Work instructions =
I'd ask you to write out the lines below exactly, with no images.

Dataset content =
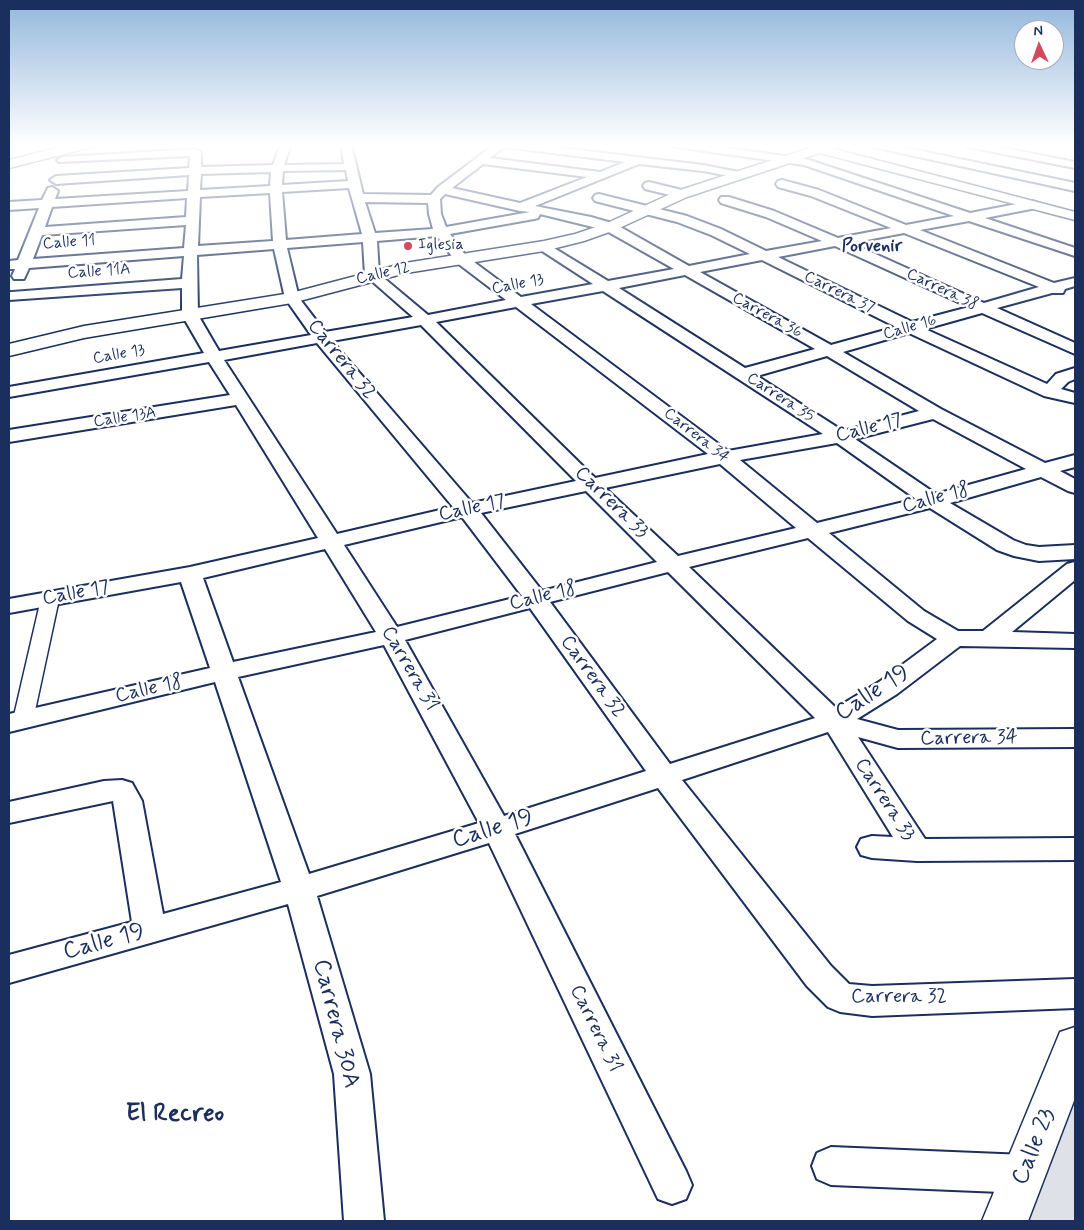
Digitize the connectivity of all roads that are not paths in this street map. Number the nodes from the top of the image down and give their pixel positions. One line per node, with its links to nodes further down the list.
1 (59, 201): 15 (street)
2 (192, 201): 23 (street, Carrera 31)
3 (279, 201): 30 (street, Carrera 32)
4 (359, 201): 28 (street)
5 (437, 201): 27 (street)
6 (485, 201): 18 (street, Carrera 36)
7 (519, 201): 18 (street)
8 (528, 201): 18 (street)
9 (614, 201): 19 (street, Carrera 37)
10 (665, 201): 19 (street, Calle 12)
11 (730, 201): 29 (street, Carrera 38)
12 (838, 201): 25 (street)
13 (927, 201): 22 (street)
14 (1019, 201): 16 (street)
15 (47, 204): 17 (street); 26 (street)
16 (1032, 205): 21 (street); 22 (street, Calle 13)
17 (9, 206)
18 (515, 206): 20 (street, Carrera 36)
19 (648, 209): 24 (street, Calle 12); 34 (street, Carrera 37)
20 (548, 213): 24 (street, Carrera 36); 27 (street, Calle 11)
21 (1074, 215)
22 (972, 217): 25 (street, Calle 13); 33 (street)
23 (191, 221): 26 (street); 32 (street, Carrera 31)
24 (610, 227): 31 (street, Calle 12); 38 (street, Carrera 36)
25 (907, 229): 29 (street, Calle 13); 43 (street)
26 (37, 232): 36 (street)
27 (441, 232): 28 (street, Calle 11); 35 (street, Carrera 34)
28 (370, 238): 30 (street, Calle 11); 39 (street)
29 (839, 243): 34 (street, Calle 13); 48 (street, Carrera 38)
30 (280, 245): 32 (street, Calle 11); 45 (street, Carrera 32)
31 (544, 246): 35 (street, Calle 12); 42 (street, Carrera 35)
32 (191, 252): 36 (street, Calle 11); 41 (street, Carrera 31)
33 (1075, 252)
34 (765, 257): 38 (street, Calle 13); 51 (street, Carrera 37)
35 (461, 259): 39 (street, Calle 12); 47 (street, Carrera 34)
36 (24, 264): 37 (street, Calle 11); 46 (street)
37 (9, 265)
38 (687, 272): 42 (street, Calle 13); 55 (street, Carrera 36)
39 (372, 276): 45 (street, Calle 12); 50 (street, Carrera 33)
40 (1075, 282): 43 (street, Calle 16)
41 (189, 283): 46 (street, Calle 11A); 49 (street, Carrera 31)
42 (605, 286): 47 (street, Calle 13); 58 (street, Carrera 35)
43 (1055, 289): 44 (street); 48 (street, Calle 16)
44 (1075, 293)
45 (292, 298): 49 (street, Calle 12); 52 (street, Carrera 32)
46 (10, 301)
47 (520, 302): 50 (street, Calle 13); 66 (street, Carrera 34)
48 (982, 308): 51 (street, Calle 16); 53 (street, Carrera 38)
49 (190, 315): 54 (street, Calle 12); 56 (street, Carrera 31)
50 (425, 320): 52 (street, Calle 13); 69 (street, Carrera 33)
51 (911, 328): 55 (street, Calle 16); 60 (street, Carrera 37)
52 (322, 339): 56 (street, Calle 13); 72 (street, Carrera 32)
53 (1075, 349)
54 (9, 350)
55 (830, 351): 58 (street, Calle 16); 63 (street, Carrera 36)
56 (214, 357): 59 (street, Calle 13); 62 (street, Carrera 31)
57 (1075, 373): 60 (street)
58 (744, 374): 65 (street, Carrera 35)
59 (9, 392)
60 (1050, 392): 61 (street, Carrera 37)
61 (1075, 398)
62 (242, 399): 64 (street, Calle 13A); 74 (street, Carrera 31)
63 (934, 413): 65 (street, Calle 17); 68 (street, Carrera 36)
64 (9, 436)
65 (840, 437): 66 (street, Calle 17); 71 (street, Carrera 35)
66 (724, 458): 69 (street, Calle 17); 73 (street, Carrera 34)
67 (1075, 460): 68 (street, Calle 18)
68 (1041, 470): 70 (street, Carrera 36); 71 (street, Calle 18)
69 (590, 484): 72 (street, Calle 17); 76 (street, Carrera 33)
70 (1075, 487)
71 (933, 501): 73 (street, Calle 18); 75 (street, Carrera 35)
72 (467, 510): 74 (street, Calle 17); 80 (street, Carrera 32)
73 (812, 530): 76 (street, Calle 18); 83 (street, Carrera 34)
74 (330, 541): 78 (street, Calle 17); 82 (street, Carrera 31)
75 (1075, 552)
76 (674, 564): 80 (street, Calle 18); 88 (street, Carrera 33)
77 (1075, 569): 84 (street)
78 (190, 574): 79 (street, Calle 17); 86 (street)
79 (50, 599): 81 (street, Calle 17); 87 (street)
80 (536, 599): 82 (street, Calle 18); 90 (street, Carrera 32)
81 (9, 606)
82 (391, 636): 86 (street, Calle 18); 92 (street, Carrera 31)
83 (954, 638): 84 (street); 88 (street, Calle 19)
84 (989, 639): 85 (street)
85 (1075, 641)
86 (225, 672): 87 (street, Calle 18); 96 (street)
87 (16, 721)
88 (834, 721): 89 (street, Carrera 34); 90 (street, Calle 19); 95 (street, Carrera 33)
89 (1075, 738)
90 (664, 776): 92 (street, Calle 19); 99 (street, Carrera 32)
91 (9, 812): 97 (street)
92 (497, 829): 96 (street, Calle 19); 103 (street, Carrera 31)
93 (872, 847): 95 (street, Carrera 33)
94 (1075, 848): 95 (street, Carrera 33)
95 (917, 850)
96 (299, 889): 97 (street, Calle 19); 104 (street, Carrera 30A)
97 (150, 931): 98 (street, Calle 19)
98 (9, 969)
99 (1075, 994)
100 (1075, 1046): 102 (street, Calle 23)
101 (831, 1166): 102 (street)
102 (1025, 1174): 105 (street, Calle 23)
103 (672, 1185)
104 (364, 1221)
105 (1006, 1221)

Expected answer =
Digitize the connectivity of all roads that are not paths in this street map. Number the nodes from the top of the image down and give their pixel positions. One line per node, with its links to nodes further down the list.
1 (59, 201): 15 (street)
2 (192, 201): 23 (street, Carrera 31)
3 (279, 201): 30 (street, Carrera 32)
4 (359, 201): 28 (street)
5 (437, 201): 27 (street)
6 (485, 201): 18 (street, Carrera 36)
7 (519, 201): 18 (street)
8 (528, 201): 18 (street)
9 (614, 201): 19 (street, Carrera 37)
10 (665, 201): 19 (street, Calle 12)
11 (730, 201): 29 (street, Carrera 38)
12 (838, 201): 25 (street)
13 (927, 201): 22 (street)
14 (1019, 201): 16 (street)
15 (47, 204): 17 (street); 26 (street)
16 (1032, 205): 21 (street); 22 (street, Calle 13)
17 (9, 206)
18 (515, 206): 20 (street, Carrera 36)
19 (648, 209): 24 (street, Calle 12); 34 (street, Carrera 37)
20 (548, 213): 24 (street, Carrera 36); 27 (street, Calle 11)
21 (1074, 215)
22 (972, 217): 25 (street, Calle 13); 33 (street)
23 (191, 221): 26 (street); 32 (street, Carrera 31)
24 (610, 227): 31 (street, Calle 12); 38 (street, Carrera 36)
25 (907, 229): 29 (street, Calle 13); 43 (street)
26 (37, 232): 36 (street)
27 (441, 232): 28 (street, Calle 11); 35 (street, Carrera 34)
28 (370, 238): 30 (street, Calle 11); 39 (street)
29 (839, 243): 34 (street, Calle 13); 48 (street, Carrera 38)
30 (280, 245): 32 (street, Calle 11); 45 (street, Carrera 32)
31 (544, 246): 35 (street, Calle 12); 42 (street, Carrera 35)
32 (191, 252): 36 (street, Calle 11); 41 (street, Carrera 31)
33 (1075, 252)
34 (765, 257): 38 (street, Calle 13); 51 (street, Carrera 37)
35 (461, 259): 39 (street, Calle 12); 47 (street, Carrera 34)
36 (24, 264): 37 (street, Calle 11); 46 (street)
37 (9, 265)
38 (687, 272): 42 (street, Calle 13); 55 (street, Carrera 36)
39 (372, 276): 45 (street, Calle 12); 50 (street, Carrera 33)
40 (1075, 282): 43 (street, Calle 16)
41 (189, 283): 46 (street, Calle 11A); 49 (street, Carrera 31)
42 (605, 286): 47 (street, Calle 13); 58 (street, Carrera 35)
43 (1055, 289): 44 (street); 48 (street, Calle 16)
44 (1075, 293)
45 (292, 298): 49 (street, Calle 12); 52 (street, Carrera 32)
46 (10, 301)
47 (520, 302): 50 (street, Calle 13); 66 (street, Carrera 34)
48 (982, 308): 51 (street, Calle 16); 53 (street, Carrera 38)
49 (190, 315): 54 (street, Calle 12); 56 (street, Carrera 31)
50 (425, 320): 52 (street, Calle 13); 69 (street, Carrera 33)
51 (911, 328): 55 (street, Calle 16); 60 (street, Carrera 37)
52 (322, 339): 56 (street, Calle 13); 72 (street, Carrera 32)
53 (1075, 349)
54 (9, 350)
55 (830, 351): 58 (street, Calle 16); 63 (street, Carrera 36)
56 (214, 357): 59 (street, Calle 13); 62 (street, Carrera 31)
57 (1075, 373): 60 (street)
58 (744, 374): 65 (street, Carrera 35)
59 (9, 392)
60 (1050, 392): 61 (street, Carrera 37)
61 (1075, 398)
62 (242, 399): 64 (street, Calle 13A); 74 (street, Carrera 31)
63 (934, 413): 65 (street, Calle 17); 68 (street, Carrera 36)
64 (9, 436)
65 (840, 437): 66 (street, Calle 17); 71 (street, Carrera 35)
66 (724, 458): 69 (street, Calle 17); 73 (street, Carrera 34)
67 (1075, 460): 68 (street, Calle 18)
68 (1041, 470): 70 (street, Carrera 36); 71 (street, Calle 18)
69 (590, 484): 72 (street, Calle 17); 76 (street, Carrera 33)
70 (1075, 487)
71 (933, 501): 73 (street, Calle 18); 75 (street, Carrera 35)
72 (467, 510): 74 (street, Calle 17); 80 (street, Carrera 32)
73 (812, 530): 76 (street, Calle 18); 83 (street, Carrera 34)
74 (330, 541): 78 (street, Calle 17); 82 (street, Carrera 31)
75 (1075, 552)
76 (674, 564): 80 (street, Calle 18); 88 (street, Carrera 33)
77 (1075, 569): 84 (street)
78 (190, 574): 79 (street, Calle 17); 86 (street)
79 (50, 599): 81 (street, Calle 17); 87 (street)
80 (536, 599): 82 (street, Calle 18); 90 (street, Carrera 32)
81 (9, 606)
82 (391, 636): 86 (street, Calle 18); 92 (street, Carrera 31)
83 (954, 638): 84 (street); 88 (street, Calle 19)
84 (989, 639): 85 (street)
85 (1075, 641)
86 (225, 672): 87 (street, Calle 18); 96 (street)
87 (16, 721)
88 (834, 721): 89 (street, Carrera 34); 90 (street, Calle 19); 95 (street, Carrera 33)
89 (1075, 738)
90 (664, 776): 92 (street, Calle 19); 99 (street, Carrera 32)
91 (9, 812): 97 (street)
92 (497, 829): 96 (street, Calle 19); 103 (street, Carrera 31)
93 (872, 847): 95 (street, Carrera 33)
94 (1075, 848): 95 (street, Carrera 33)
95 (917, 850)
96 (299, 889): 97 (street, Calle 19); 104 (street, Carrera 30A)
97 (150, 931): 98 (street, Calle 19)
98 (9, 969)
99 (1075, 994)
100 (1075, 1046): 102 (street, Calle 23)
101 (831, 1166): 102 (street)
102 (1025, 1174): 105 (street, Calle 23)
103 (672, 1185)
104 (364, 1221)
105 (1006, 1221)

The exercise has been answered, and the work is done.